● **ASSIGNMENT**: All lines in the data below carrying the string "Periférico" are to be located and copied.

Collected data
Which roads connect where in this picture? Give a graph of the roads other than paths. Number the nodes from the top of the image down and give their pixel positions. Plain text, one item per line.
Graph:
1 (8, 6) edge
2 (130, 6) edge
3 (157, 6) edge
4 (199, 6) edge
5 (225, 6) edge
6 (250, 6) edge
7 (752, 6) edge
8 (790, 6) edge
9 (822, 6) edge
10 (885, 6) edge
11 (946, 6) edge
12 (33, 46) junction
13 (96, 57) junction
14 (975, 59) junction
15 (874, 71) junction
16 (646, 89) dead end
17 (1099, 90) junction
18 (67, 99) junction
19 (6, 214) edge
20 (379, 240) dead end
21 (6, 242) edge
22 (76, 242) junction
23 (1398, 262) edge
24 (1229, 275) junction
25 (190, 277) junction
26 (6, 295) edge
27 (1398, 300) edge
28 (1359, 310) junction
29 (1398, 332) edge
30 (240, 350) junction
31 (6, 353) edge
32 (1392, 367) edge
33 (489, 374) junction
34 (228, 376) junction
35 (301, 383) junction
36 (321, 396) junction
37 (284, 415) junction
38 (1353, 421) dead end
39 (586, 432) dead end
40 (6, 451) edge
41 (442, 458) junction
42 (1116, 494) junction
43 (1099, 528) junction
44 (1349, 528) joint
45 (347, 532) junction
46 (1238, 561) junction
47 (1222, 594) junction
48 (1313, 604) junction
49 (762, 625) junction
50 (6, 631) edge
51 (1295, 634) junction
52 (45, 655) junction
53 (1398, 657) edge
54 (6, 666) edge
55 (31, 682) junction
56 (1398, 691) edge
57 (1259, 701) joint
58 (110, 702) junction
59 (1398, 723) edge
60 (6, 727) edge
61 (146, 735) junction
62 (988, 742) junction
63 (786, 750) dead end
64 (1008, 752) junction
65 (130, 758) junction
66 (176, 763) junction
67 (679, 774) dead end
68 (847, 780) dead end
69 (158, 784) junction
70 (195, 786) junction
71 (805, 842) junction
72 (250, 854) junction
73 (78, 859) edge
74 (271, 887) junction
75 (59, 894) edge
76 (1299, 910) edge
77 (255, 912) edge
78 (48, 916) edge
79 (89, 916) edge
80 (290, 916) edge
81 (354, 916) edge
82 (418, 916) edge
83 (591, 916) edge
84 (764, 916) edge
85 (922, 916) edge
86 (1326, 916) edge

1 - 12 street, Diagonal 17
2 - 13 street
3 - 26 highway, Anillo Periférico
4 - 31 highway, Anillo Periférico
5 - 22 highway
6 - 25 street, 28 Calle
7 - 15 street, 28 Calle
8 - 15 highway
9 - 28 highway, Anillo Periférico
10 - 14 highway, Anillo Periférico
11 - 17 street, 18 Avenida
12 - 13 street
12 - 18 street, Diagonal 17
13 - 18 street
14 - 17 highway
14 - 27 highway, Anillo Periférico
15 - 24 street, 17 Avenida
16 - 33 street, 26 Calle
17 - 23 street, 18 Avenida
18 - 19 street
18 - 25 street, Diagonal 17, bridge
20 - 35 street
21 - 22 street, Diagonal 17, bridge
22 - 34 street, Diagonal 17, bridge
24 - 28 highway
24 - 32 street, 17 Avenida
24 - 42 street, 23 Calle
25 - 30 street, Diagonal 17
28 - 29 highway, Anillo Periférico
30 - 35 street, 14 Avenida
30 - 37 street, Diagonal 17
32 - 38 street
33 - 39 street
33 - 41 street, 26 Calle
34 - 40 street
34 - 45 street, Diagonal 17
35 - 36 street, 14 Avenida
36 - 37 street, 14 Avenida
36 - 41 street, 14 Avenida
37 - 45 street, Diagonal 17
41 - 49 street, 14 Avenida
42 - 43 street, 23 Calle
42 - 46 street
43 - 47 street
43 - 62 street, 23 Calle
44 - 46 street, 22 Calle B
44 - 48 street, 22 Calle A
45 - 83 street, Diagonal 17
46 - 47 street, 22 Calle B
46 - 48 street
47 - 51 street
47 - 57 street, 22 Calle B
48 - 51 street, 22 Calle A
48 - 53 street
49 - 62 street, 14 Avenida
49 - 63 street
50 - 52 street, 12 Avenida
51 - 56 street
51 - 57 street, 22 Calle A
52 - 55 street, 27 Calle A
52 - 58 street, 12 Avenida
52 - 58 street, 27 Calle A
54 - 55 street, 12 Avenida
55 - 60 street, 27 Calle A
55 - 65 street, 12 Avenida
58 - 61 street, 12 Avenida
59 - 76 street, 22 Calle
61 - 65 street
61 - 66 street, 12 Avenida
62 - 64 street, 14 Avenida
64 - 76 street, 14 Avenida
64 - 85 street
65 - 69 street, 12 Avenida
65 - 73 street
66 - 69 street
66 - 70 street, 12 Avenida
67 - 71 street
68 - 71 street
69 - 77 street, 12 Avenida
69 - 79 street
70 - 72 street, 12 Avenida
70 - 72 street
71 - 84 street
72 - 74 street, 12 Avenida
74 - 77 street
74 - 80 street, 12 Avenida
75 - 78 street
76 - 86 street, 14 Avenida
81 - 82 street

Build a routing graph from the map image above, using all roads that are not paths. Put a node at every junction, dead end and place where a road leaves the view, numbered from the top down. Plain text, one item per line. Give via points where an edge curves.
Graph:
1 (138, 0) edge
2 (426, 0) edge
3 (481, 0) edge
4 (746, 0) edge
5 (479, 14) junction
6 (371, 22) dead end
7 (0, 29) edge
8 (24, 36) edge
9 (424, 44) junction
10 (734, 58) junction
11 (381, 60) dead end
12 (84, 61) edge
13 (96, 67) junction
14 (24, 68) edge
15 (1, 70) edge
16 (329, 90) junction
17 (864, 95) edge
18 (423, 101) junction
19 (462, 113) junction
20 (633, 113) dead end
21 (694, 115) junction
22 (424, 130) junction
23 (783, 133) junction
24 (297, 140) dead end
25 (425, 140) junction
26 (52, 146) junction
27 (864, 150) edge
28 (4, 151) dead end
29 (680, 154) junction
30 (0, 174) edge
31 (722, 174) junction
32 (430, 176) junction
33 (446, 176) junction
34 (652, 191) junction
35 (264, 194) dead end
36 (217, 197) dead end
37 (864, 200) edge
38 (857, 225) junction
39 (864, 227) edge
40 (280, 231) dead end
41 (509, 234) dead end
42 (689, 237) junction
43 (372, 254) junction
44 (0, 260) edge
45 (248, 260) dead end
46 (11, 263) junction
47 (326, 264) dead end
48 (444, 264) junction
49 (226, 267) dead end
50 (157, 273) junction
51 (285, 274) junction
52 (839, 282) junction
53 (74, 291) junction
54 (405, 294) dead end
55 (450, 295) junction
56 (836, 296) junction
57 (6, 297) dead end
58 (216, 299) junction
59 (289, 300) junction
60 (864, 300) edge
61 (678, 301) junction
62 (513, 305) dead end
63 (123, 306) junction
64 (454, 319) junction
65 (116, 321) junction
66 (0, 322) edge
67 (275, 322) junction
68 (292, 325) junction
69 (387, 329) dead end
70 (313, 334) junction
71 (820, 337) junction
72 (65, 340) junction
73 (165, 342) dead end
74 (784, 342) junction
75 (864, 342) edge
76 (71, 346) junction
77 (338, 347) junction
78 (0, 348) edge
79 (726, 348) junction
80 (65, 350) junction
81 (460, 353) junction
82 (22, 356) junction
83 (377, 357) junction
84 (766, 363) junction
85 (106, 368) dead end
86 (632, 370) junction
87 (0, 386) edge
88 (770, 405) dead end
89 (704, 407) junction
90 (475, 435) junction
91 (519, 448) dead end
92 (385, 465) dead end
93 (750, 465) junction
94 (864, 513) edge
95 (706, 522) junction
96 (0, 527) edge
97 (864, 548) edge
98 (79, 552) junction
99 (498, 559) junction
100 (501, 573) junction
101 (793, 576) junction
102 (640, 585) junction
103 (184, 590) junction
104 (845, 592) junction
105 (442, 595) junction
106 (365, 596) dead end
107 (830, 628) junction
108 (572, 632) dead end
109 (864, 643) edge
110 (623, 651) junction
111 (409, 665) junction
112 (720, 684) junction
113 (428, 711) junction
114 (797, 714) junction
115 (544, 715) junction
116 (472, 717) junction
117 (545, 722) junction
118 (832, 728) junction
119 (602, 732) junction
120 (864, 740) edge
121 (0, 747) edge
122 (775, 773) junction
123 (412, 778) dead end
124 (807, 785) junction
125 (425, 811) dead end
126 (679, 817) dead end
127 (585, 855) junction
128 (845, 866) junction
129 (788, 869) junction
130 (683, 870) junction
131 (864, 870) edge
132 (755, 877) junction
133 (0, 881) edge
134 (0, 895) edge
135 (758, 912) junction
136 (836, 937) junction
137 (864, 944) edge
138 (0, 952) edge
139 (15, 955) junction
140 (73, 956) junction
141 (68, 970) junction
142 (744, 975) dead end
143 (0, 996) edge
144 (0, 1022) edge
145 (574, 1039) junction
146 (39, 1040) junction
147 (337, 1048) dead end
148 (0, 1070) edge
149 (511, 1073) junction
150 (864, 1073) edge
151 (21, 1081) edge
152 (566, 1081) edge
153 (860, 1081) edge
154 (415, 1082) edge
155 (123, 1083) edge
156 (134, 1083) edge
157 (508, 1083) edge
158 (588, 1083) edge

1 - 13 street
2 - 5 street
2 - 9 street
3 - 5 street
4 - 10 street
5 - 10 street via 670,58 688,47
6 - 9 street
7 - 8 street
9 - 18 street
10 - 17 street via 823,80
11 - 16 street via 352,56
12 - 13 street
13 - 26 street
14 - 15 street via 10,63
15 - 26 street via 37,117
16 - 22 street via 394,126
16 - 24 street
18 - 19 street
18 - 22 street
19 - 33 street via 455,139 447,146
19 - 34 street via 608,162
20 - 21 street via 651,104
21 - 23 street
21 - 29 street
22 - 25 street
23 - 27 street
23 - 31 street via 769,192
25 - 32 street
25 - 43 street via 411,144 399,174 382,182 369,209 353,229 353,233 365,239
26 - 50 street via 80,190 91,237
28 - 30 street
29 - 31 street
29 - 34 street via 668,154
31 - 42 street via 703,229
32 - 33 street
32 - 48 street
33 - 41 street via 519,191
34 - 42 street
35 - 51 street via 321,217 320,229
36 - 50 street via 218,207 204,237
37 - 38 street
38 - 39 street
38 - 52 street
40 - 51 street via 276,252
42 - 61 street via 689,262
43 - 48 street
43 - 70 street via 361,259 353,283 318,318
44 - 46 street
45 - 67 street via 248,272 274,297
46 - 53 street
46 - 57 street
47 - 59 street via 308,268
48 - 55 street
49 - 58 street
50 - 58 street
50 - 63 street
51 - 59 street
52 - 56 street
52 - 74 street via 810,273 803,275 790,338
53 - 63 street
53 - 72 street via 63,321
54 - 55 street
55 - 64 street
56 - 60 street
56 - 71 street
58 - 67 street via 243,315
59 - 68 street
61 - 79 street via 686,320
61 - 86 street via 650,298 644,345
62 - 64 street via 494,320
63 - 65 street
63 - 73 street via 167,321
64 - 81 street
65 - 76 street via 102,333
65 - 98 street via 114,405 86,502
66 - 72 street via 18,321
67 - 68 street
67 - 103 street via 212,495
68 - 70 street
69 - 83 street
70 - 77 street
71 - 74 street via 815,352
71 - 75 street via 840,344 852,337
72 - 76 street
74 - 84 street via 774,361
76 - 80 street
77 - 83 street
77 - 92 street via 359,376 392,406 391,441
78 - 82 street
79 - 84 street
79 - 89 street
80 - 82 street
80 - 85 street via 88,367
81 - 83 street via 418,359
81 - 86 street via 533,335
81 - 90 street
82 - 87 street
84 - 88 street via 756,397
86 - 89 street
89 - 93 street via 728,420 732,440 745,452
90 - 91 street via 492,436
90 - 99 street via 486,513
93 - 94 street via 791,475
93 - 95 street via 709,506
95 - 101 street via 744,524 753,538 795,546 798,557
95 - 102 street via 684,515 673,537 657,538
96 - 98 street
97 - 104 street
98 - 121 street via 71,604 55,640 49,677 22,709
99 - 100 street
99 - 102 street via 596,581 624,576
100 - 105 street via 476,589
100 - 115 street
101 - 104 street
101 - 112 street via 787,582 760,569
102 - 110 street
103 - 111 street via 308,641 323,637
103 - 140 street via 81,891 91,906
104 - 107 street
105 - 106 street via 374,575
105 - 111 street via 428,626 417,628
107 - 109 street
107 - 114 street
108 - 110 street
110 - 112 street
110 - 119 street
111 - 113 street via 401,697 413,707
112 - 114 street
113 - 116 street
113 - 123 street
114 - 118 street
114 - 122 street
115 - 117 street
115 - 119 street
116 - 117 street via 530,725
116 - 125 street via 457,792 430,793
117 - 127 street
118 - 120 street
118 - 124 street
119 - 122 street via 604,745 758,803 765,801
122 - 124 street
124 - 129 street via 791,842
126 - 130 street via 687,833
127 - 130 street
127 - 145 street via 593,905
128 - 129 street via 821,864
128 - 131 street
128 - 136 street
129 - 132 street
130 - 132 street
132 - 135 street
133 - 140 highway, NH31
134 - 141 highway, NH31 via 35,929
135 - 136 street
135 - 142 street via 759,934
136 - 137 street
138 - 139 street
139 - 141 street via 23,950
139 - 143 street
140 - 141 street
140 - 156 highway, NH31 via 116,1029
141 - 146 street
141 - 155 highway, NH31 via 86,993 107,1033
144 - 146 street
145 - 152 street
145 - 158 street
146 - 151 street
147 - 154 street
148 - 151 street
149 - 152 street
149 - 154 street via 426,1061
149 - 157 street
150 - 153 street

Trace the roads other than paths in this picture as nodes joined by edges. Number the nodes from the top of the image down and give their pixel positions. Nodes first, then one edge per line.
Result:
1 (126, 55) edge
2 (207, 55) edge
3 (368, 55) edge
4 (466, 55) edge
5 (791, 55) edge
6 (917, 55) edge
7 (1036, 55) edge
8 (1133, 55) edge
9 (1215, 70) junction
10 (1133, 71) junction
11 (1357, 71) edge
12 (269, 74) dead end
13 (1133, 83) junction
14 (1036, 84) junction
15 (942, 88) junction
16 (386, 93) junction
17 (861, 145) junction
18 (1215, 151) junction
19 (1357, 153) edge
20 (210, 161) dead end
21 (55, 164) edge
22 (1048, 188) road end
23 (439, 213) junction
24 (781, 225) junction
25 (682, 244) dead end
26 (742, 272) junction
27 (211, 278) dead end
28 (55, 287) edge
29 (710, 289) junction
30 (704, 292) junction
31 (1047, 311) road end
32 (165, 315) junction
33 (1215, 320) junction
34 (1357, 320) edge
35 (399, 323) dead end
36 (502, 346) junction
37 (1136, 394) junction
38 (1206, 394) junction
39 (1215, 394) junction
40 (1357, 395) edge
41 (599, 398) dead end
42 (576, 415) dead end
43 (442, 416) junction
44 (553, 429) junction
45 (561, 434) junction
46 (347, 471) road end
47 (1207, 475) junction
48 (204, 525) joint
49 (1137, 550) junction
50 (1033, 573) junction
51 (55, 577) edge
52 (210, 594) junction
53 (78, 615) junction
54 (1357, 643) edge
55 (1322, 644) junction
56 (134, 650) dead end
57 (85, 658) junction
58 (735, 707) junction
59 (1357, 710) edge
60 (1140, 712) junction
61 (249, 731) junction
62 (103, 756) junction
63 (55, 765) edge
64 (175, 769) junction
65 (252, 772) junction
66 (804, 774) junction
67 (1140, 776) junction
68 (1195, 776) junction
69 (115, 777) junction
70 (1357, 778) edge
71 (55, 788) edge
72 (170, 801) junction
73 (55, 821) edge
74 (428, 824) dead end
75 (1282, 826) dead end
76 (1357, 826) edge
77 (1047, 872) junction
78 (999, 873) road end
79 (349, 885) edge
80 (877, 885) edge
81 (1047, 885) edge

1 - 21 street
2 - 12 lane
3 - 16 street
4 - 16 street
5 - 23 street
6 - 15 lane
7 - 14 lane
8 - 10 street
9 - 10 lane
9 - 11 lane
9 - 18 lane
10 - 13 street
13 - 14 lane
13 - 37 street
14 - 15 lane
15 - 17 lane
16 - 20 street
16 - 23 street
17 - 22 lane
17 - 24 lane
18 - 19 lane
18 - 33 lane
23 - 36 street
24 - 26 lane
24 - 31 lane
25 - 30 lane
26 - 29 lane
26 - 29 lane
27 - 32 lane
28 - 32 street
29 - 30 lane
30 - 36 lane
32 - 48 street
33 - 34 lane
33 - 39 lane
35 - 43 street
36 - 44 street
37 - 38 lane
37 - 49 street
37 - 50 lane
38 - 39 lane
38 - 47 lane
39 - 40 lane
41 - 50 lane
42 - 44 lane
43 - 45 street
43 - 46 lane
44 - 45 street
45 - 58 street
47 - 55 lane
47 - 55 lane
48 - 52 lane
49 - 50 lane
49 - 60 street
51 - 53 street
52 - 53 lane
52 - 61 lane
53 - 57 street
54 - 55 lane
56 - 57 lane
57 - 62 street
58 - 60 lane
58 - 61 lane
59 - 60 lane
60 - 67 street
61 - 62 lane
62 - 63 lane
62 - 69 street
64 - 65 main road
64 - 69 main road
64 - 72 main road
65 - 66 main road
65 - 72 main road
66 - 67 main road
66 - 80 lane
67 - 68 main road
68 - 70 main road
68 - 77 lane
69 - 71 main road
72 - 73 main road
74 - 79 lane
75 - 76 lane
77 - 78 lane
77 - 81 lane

● **OUTPUT**:
3 - 26 highway, Anillo Periférico
4 - 31 highway, Anillo Periférico
9 - 28 highway, Anillo Periférico
10 - 14 highway, Anillo Periférico
14 - 27 highway, Anillo Periférico
28 - 29 highway, Anillo Periférico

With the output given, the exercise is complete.